Top of The records

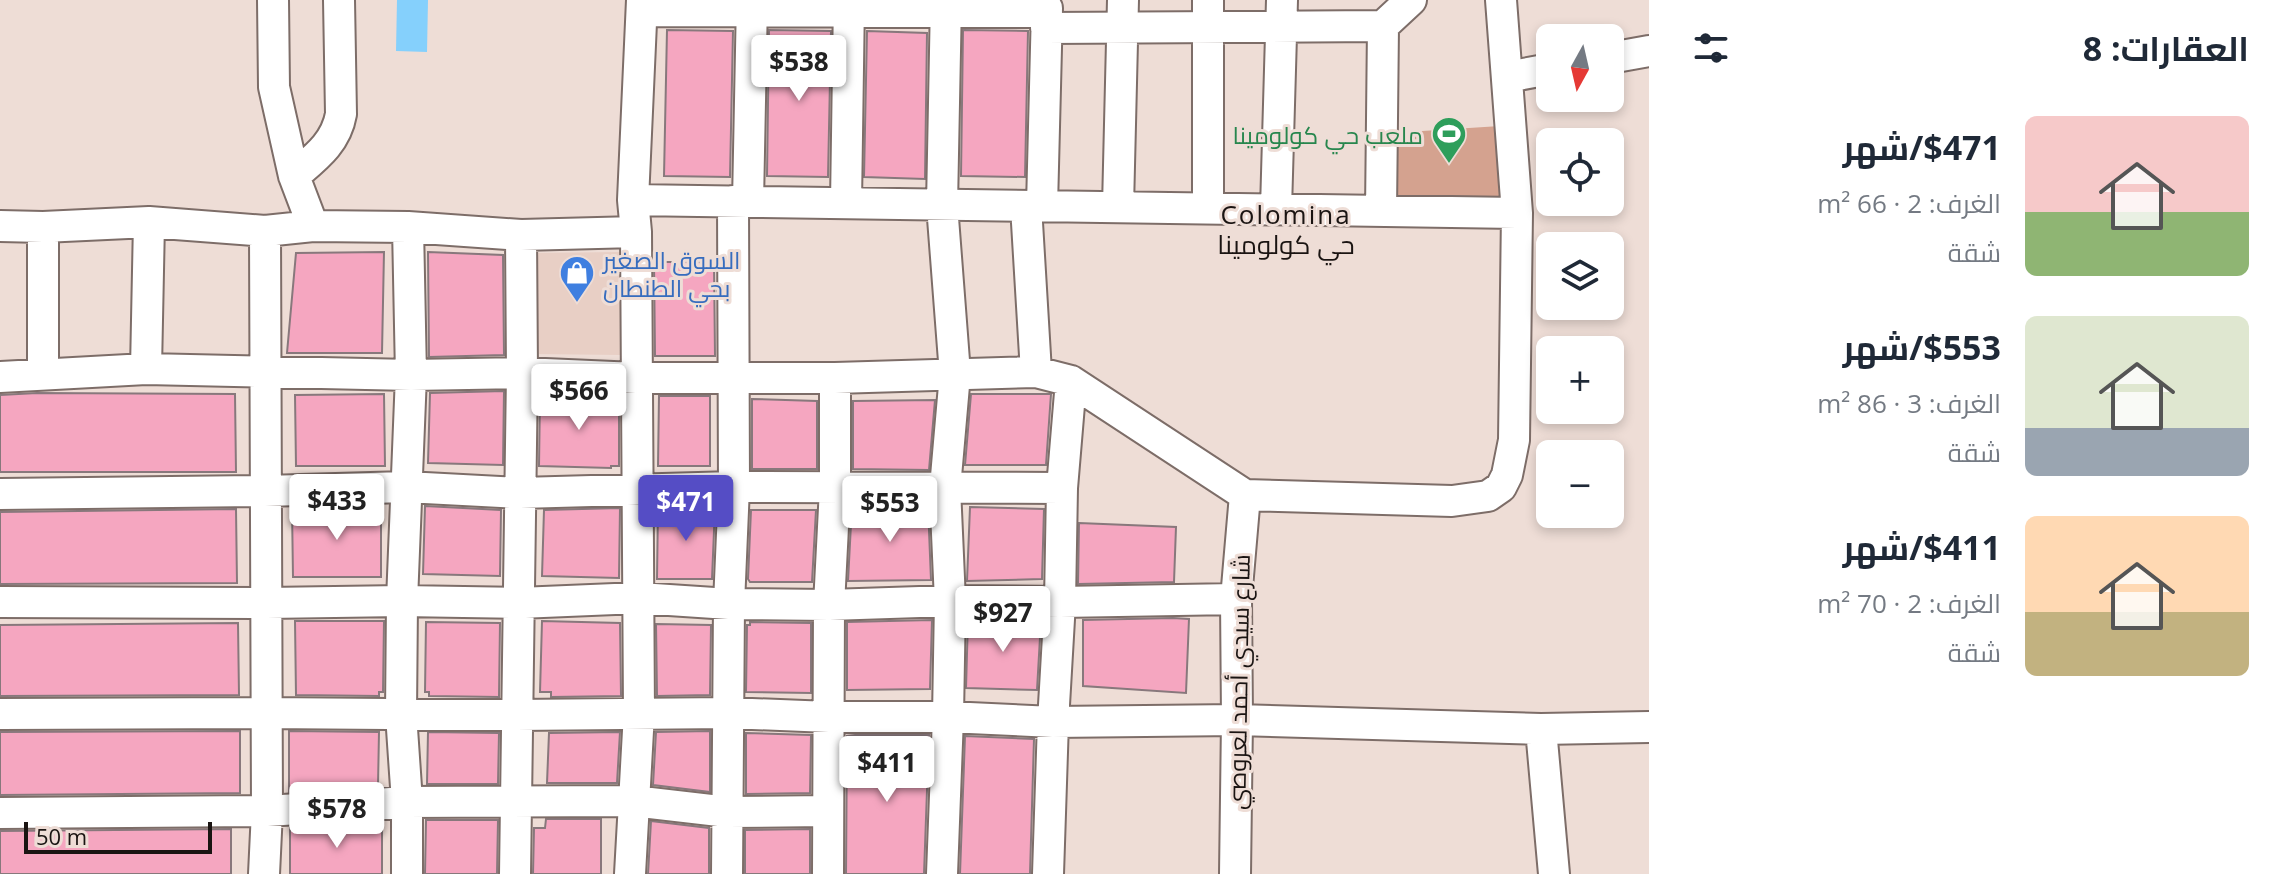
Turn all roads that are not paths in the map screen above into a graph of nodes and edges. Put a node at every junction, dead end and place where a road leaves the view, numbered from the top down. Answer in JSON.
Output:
{"nodes":[{"id":1,"x":273,"y":0,"type":"edge"},
{"id":2,"x":339,"y":0,"type":"edge"},
{"id":3,"x":1411,"y":0,"type":"edge"},
{"id":4,"x":1501,"y":0,"type":"edge"},
{"id":5,"x":642,"y":6,"type":"edge"},
{"id":6,"x":752,"y":6,"type":"edge"},
{"id":7,"x":849,"y":6,"type":"edge"},
{"id":8,"x":946,"y":6,"type":"edge"},
{"id":9,"x":1047,"y":13,"type":"edge"},
{"id":10,"x":1208,"y":13,"type":"edge"},
{"id":11,"x":1281,"y":13,"type":"edge"},
{"id":12,"x":1123,"y":14,"type":"edge"},
{"id":13,"x":1383,"y":26,"type":"junction"},
{"id":14,"x":1649,"y":51,"type":"edge"},
{"id":15,"x":1624,"y":55,"type":"edge"},
{"id":16,"x":1536,"y":72,"type":"edge"},
{"id":17,"x":1507,"y":77,"type":"junction"},
{"id":18,"x":294,"y":176,"type":"junction"},
{"id":19,"x":633,"y":200,"type":"junction"},
{"id":20,"x":740,"y":202,"type":"junction"},
{"id":21,"x":846,"y":203,"type":"junction"},
{"id":22,"x":942,"y":205,"type":"junction"},
{"id":23,"x":1034,"y":206,"type":"junction"},
{"id":24,"x":1118,"y":207,"type":"junction"},
{"id":25,"x":1208,"y":208,"type":"junction"},
{"id":26,"x":1276,"y":209,"type":"junction"},
{"id":27,"x":1381,"y":211,"type":"junction"},
{"id":28,"x":1517,"y":213,"type":"junction"},
{"id":29,"x":149,"y":222,"type":"junction"},
{"id":30,"x":0,"y":226,"type":"edge"},
{"id":31,"x":313,"y":226,"type":"junction"},
{"id":32,"x":43,"y":227,"type":"junction"},
{"id":33,"x":408,"y":227,"type":"junction"},
{"id":34,"x":265,"y":231,"type":"junction"},
{"id":35,"x":636,"y":232,"type":"junction"},
{"id":36,"x":521,"y":235,"type":"junction"},
{"id":37,"x":146,"y":369,"type":"junction"},
{"id":38,"x":265,"y":372,"type":"junction"},
{"id":39,"x":1036,"y":372,"type":"junction"},
{"id":40,"x":522,"y":373,"type":"junction"},
{"id":41,"x":43,"y":374,"type":"junction"},
{"id":42,"x":955,"y":374,"type":"junction"},
{"id":43,"x":411,"y":375,"type":"junction"},
{"id":44,"x":0,"y":377,"type":"edge"},
{"id":45,"x":735,"y":377,"type":"junction"},
{"id":46,"x":636,"y":378,"type":"junction"},
{"id":47,"x":835,"y":378,"type":"junction"},
{"id":48,"x":1071,"y":381,"type":"junction"},
{"id":49,"x":406,"y":487,"type":"junction"},
{"id":50,"x":734,"y":487,"type":"junction"},
{"id":51,"x":835,"y":488,"type":"junction"},
{"id":52,"x":945,"y":488,"type":"junction"},
{"id":53,"x":1062,"y":488,"type":"junction"},
{"id":54,"x":636,"y":490,"type":"junction"},
{"id":55,"x":265,"y":491,"type":"junction"},
{"id":56,"x":520,"y":493,"type":"junction"},
{"id":57,"x":0,"y":494,"type":"edge"},
{"id":58,"x":1245,"y":495,"type":"junction"},
{"id":59,"x":639,"y":598,"type":"junction"},
{"id":60,"x":1236,"y":599,"type":"junction"},
{"id":61,"x":402,"y":601,"type":"junction"},
{"id":62,"x":950,"y":601,"type":"junction"},
{"id":63,"x":0,"y":602,"type":"edge"},
{"id":64,"x":1060,"y":602,"type":"junction"},
{"id":65,"x":267,"y":603,"type":"junction"},
{"id":66,"x":519,"y":603,"type":"junction"},
{"id":67,"x":729,"y":604,"type":"junction"},
{"id":68,"x":829,"y":605,"type":"junction"},
{"id":69,"x":266,"y":713,"type":"junction"},
{"id":70,"x":639,"y":713,"type":"junction"},
{"id":71,"x":728,"y":713,"type":"junction"},
{"id":72,"x":0,"y":714,"type":"edge"},
{"id":73,"x":401,"y":714,"type":"junction"},
{"id":74,"x":516,"y":715,"type":"junction"},
{"id":75,"x":829,"y":717,"type":"junction"},
{"id":76,"x":948,"y":717,"type":"junction"},
{"id":77,"x":1237,"y":720,"type":"junction"},
{"id":78,"x":1053,"y":722,"type":"junction"},
{"id":79,"x":1649,"y":727,"type":"edge"},
{"id":80,"x":1541,"y":729,"type":"junction"},
{"id":81,"x":633,"y":801,"type":"junction"},
{"id":82,"x":407,"y":802,"type":"junction"},
{"id":83,"x":515,"y":803,"type":"junction"},
{"id":84,"x":267,"y":811,"type":"junction"},
{"id":85,"x":826,"y":811,"type":"junction"},
{"id":86,"x":728,"y":812,"type":"junction"},
{"id":87,"x":0,"y":813,"type":"edge"},
{"id":88,"x":264,"y":874,"type":"edge"},
{"id":89,"x":407,"y":874,"type":"edge"},
{"id":90,"x":515,"y":874,"type":"edge"},
{"id":91,"x":630,"y":874,"type":"edge"},
{"id":92,"x":727,"y":874,"type":"edge"},
{"id":93,"x":828,"y":874,"type":"edge"},
{"id":94,"x":942,"y":874,"type":"edge"},
{"id":95,"x":1048,"y":874,"type":"edge"},
{"id":96,"x":1235,"y":874,"type":"edge"},
{"id":97,"x":1554,"y":874,"type":"edge"}],
"edges":[{"from":1,"to":18,"type":"street"},
{"from":2,"to":18,"type":"street"},
{"from":3,"to":13,"type":"street"},
{"from":4,"to":17,"type":"street"},
{"from":5,"to":6,"type":"street"},
{"from":5,"to":19,"type":"street"},
{"from":6,"to":7,"type":"street"},
{"from":6,"to":20,"type":"street"},
{"from":7,"to":8,"type":"street"},
{"from":7,"to":21,"type":"street"},
{"from":8,"to":9,"type":"street"},
{"from":8,"to":22,"type":"street"},
{"from":9,"to":12,"type":"street"},
{"from":9,"to":23,"type":"street"},
{"from":10,"to":11,"type":"street"},
{"from":10,"to":12,"type":"street"},
{"from":10,"to":25,"type":"street"},
{"from":11,"to":13,"type":"street"},
{"from":11,"to":26,"type":"street"},
{"from":12,"to":24,"type":"street"},
{"from":13,"to":27,"type":"street"},
{"from":14,"to":15,"type":"street"},
{"from":16,"to":17,"type":"street"},
{"from":17,"to":28,"type":"street"},
{"from":18,"to":31,"type":"street"},
{"from":19,"to":20,"type":"street"},
{"from":19,"to":35,"type":"street"},
{"from":20,"to":21,"type":"street"},
{"from":20,"to":45,"type":"street"},
{"from":21,"to":22,"type":"street"},
{"from":22,"to":23,"type":"street"},
{"from":22,"to":42,"type":"street"},
{"from":23,"to":24,"type":"street"},
{"from":23,"to":39,"type":"street"},
{"from":24,"to":25,"type":"street"},
{"from":25,"to":26,"type":"street"},
{"from":26,"to":27,"type":"street"},
{"from":27,"to":28,"type":"street"},
{"from":28,"to":58,"type":"street"},
{"from":29,"to":32,"type":"street"},
{"from":29,"to":34,"type":"street"},
{"from":29,"to":37,"type":"street"},
{"from":30,"to":32,"type":"street"},
{"from":31,"to":33,"type":"street"},
{"from":31,"to":34,"type":"street"},
{"from":32,"to":41,"type":"street"},
{"from":33,"to":36,"type":"street"},
{"from":33,"to":43,"type":"street"},
{"from":34,"to":38,"type":"street"},
{"from":35,"to":36,"type":"street"},
{"from":35,"to":46,"type":"street"},
{"from":36,"to":40,"type":"street"},
{"from":37,"to":38,"type":"street"},
{"from":37,"to":41,"type":"street"},
{"from":38,"to":43,"type":"street"},
{"from":38,"to":55,"type":"street"},
{"from":39,"to":42,"type":"street"},
{"from":39,"to":48,"type":"street"},
{"from":40,"to":43,"type":"street"},
{"from":40,"to":46,"type":"street"},
{"from":40,"to":56,"type":"street"},
{"from":41,"to":44,"type":"street"},
{"from":42,"to":47,"type":"street"},
{"from":42,"to":52,"type":"street"},
{"from":43,"to":49,"type":"street"},
{"from":45,"to":46,"type":"street"},
{"from":45,"to":47,"type":"street"},
{"from":45,"to":50,"type":"street"},
{"from":46,"to":54,"type":"street"},
{"from":47,"to":51,"type":"street"},
{"from":48,"to":53,"type":"street"},
{"from":48,"to":58,"type":"street"},
{"from":49,"to":55,"type":"street"},
{"from":49,"to":56,"type":"street"},
{"from":49,"to":61,"type":"street"},
{"from":50,"to":51,"type":"street"},
{"from":50,"to":54,"type":"street"},
{"from":50,"to":67,"type":"street"},
{"from":51,"to":52,"type":"street"},
{"from":51,"to":68,"type":"street"},
{"from":52,"to":53,"type":"street"},
{"from":52,"to":62,"type":"street"},
{"from":53,"to":64,"type":"street"},
{"from":54,"to":56,"type":"street"},
{"from":54,"to":59,"type":"street"},
{"from":55,"to":57,"type":"street"},
{"from":55,"to":65,"type":"street"},
{"from":56,"to":66,"type":"street"},
{"from":58,"to":60,"type":"street","name":"شارع سيدي أحمد لعروصي"},
{"from":59,"to":66,"type":"street"},
{"from":59,"to":67,"type":"street"},
{"from":59,"to":70,"type":"street"},
{"from":60,"to":64,"type":"street"},
{"from":60,"to":77,"type":"street","name":"شارع سيدي أحمد لعروصي"},
{"from":61,"to":65,"type":"street"},
{"from":61,"to":66,"type":"street"},
{"from":61,"to":73,"type":"street"},
{"from":62,"to":64,"type":"street"},
{"from":62,"to":68,"type":"street"},
{"from":62,"to":76,"type":"street"},
{"from":63,"to":65,"type":"street"},
{"from":64,"to":78,"type":"street"},
{"from":65,"to":69,"type":"street"},
{"from":66,"to":74,"type":"street"},
{"from":67,"to":68,"type":"street"},
{"from":67,"to":71,"type":"street"},
{"from":68,"to":75,"type":"street"},
{"from":69,"to":72,"type":"street"},
{"from":69,"to":73,"type":"street"},
{"from":69,"to":84,"type":"street"},
{"from":70,"to":71,"type":"street"},
{"from":70,"to":74,"type":"street"},
{"from":70,"to":81,"type":"street"},
{"from":71,"to":75,"type":"street"},
{"from":71,"to":86,"type":"street"},
{"from":73,"to":74,"type":"street"},
{"from":73,"to":82,"type":"street"},
{"from":74,"to":83,"type":"street"},
{"from":75,"to":76,"type":"street"},
{"from":75,"to":85,"type":"street"},
{"from":76,"to":78,"type":"street"},
{"from":76,"to":94,"type":"street"},
{"from":77,"to":78,"type":"street"},
{"from":77,"to":80,"type":"street"},
{"from":77,"to":96,"type":"street","name":"شارع سيدي أحمد لعروصي"},
{"from":78,"to":95,"type":"street"},
{"from":79,"to":80,"type":"street"},
{"from":80,"to":97,"type":"street"},
{"from":81,"to":83,"type":"street"},
{"from":81,"to":86,"type":"street"},
{"from":81,"to":91,"type":"street"},
{"from":82,"to":83,"type":"street"},
{"from":82,"to":84,"type":"street"},
{"from":82,"to":89,"type":"street"},
{"from":83,"to":90,"type":"street"},
{"from":84,"to":87,"type":"street"},
{"from":84,"to":88,"type":"street"},
{"from":85,"to":86,"type":"street"},
{"from":85,"to":93,"type":"street"},
{"from":86,"to":92,"type":"street"}]}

Bottom of The records

__Aim of the task__
In the listing, find every line with the word "edges" and return it.

__Answer for this exercise__
Turn all roads that are not paths in the map screen above into a graph of nodes and edges. Put a node at every junction, dead end and place where a road leaves the view, numbered from the top down. Answer in JSON.
"edges":[{"from":1,"to":18,"type":"street"},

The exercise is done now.